La commune de Marigot, dans le département du Sud-Est, fait face à une menace croissante des groupes armés. Des incursions régulières sèment la terreur dans les localités rurales, plongeant la population dans une peur constante. Les habitants appellent les autorités policières et gouvernementales à agir d’urgence afin de contenir l’expansion de ces réseaux criminels.
Dans la nuit du lundi 16 au mardi 17 mars, une attaque attribuée à des groupes armés venus de Kenscoff a visé la localité de Plantiyon, située entre les sections de Grand-Rivière et Macary.
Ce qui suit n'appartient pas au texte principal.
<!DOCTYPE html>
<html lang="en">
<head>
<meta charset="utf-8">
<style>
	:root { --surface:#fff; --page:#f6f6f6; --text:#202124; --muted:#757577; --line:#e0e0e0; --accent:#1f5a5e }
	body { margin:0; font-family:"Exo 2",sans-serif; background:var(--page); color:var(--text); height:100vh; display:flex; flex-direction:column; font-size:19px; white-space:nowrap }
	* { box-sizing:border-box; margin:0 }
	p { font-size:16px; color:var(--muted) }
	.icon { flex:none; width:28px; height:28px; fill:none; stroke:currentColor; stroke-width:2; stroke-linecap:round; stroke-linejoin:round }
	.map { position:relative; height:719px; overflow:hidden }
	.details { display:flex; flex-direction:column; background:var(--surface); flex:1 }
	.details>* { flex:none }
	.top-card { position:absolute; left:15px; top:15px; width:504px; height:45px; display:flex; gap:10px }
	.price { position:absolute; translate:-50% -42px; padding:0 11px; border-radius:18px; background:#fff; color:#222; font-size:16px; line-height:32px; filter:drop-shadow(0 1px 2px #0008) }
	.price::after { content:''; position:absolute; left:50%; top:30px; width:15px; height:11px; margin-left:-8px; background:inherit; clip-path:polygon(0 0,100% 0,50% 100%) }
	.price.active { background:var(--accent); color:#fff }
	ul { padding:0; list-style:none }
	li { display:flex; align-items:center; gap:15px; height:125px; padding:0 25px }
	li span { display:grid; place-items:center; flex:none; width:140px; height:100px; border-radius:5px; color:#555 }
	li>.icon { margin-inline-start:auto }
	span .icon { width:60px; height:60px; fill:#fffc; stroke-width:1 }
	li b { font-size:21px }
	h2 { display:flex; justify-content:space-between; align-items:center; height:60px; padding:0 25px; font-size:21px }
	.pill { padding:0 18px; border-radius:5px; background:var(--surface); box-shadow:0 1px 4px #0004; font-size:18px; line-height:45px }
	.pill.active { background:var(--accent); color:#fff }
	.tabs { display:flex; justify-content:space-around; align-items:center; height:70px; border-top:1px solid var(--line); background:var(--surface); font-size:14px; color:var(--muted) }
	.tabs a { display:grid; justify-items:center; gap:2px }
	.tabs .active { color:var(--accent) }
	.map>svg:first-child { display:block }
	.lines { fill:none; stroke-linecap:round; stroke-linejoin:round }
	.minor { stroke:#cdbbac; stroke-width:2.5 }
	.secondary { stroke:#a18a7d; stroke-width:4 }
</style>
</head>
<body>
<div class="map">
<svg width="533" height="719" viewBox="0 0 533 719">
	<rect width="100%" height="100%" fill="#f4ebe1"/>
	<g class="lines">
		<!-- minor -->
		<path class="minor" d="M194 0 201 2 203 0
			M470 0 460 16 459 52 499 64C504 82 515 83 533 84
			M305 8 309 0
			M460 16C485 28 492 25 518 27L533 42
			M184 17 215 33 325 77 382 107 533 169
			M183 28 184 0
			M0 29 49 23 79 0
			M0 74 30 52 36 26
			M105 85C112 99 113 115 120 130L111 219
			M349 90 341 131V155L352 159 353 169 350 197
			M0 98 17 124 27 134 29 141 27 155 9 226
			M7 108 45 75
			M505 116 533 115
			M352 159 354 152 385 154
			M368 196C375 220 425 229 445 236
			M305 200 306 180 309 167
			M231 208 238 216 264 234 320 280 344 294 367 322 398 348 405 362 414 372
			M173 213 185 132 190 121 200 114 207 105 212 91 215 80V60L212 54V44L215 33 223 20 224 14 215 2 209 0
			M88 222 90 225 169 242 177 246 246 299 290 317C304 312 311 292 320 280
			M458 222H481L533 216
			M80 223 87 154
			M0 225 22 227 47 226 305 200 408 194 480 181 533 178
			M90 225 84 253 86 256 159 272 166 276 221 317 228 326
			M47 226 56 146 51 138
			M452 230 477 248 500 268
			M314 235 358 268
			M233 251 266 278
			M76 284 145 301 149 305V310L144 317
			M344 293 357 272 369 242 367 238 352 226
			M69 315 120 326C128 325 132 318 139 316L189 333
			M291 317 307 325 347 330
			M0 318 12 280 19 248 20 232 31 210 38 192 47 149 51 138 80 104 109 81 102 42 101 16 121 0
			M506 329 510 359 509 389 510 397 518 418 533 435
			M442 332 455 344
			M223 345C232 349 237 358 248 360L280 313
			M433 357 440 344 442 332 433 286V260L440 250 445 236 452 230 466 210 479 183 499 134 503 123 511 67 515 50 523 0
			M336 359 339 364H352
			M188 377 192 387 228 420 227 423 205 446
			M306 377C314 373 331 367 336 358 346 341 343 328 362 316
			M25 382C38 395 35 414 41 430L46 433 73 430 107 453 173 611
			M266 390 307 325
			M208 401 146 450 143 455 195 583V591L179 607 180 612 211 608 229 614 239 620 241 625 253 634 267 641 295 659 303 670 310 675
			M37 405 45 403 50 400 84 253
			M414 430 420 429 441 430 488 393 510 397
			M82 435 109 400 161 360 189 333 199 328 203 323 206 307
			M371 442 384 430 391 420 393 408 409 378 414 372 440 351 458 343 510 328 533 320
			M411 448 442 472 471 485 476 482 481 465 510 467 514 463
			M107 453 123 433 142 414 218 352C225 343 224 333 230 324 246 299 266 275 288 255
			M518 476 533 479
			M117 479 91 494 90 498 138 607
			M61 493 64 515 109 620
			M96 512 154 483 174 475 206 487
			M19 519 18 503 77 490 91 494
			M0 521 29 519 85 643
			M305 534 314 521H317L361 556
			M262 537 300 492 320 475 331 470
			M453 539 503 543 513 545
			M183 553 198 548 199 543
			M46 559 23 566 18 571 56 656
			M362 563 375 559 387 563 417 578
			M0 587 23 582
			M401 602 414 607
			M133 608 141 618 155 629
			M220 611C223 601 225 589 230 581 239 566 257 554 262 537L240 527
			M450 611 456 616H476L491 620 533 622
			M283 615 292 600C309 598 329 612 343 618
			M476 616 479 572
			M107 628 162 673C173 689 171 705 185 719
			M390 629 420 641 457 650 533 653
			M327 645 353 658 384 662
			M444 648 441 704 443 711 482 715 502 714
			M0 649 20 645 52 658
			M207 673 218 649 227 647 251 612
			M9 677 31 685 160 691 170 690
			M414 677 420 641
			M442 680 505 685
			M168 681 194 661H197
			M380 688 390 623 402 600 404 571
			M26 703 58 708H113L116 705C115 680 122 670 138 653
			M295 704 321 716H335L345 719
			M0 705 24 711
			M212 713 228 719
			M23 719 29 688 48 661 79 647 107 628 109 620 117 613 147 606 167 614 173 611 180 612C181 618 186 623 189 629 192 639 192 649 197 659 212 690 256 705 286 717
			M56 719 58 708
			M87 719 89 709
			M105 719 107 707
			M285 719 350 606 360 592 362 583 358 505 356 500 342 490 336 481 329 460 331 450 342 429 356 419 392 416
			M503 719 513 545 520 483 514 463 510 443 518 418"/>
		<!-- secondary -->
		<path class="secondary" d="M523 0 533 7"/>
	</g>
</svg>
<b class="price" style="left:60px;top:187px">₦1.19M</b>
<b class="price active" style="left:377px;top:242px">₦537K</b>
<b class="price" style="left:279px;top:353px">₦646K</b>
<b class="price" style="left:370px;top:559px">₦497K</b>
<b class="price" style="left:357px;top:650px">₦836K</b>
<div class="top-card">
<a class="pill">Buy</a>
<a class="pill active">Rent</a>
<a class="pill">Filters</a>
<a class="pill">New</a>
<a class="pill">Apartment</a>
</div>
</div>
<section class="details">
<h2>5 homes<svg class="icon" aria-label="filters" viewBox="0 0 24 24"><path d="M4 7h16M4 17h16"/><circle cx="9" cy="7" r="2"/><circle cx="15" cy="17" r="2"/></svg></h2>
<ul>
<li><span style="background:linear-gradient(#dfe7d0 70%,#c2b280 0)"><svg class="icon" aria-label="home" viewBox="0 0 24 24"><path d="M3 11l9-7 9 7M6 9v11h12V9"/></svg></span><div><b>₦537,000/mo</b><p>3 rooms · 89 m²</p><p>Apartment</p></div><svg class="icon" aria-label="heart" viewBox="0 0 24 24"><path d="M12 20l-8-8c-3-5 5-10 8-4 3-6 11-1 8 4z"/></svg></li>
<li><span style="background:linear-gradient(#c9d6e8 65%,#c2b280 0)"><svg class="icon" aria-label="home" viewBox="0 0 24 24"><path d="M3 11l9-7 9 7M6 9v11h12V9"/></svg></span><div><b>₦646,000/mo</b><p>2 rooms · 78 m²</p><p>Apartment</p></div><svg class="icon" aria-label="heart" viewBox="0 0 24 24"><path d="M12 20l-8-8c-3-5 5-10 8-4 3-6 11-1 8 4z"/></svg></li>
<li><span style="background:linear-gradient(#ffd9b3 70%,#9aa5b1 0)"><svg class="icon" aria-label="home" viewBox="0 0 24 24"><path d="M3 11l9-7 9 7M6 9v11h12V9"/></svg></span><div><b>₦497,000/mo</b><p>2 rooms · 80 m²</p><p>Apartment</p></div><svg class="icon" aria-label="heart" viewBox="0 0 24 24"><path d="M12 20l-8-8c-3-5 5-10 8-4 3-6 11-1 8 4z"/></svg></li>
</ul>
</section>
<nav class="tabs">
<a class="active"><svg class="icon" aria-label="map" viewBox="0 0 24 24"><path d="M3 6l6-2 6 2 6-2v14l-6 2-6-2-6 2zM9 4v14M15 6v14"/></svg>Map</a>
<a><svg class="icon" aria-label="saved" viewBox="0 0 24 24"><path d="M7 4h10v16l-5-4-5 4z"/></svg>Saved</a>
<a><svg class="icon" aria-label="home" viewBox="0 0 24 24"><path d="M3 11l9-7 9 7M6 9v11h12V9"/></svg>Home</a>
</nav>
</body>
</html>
Des tirs nourris ont été entendus et une quinzaine de bœufs ont été emportés, selon Me Gethène Poustin, qui dénonce le laxisme des autorités départementales.
Fin janvier, au moins sept personnes avaient été tuées et quatre autres blessées par balles lors d’une attaque armée survenue à Tèt Ka Jak, section communale de Macary. L’assaut avait également entraîné l’incendie de plusieurs maisons ainsi que le vol et la destruction de motocyclettes.

Sous couvert de l’anonymat, un citoyen a confié que les groupes armés menacent de prendre le contrôle du port de Marigot, devenu un site portuaire stratégique pour l’économie du Sud-Est.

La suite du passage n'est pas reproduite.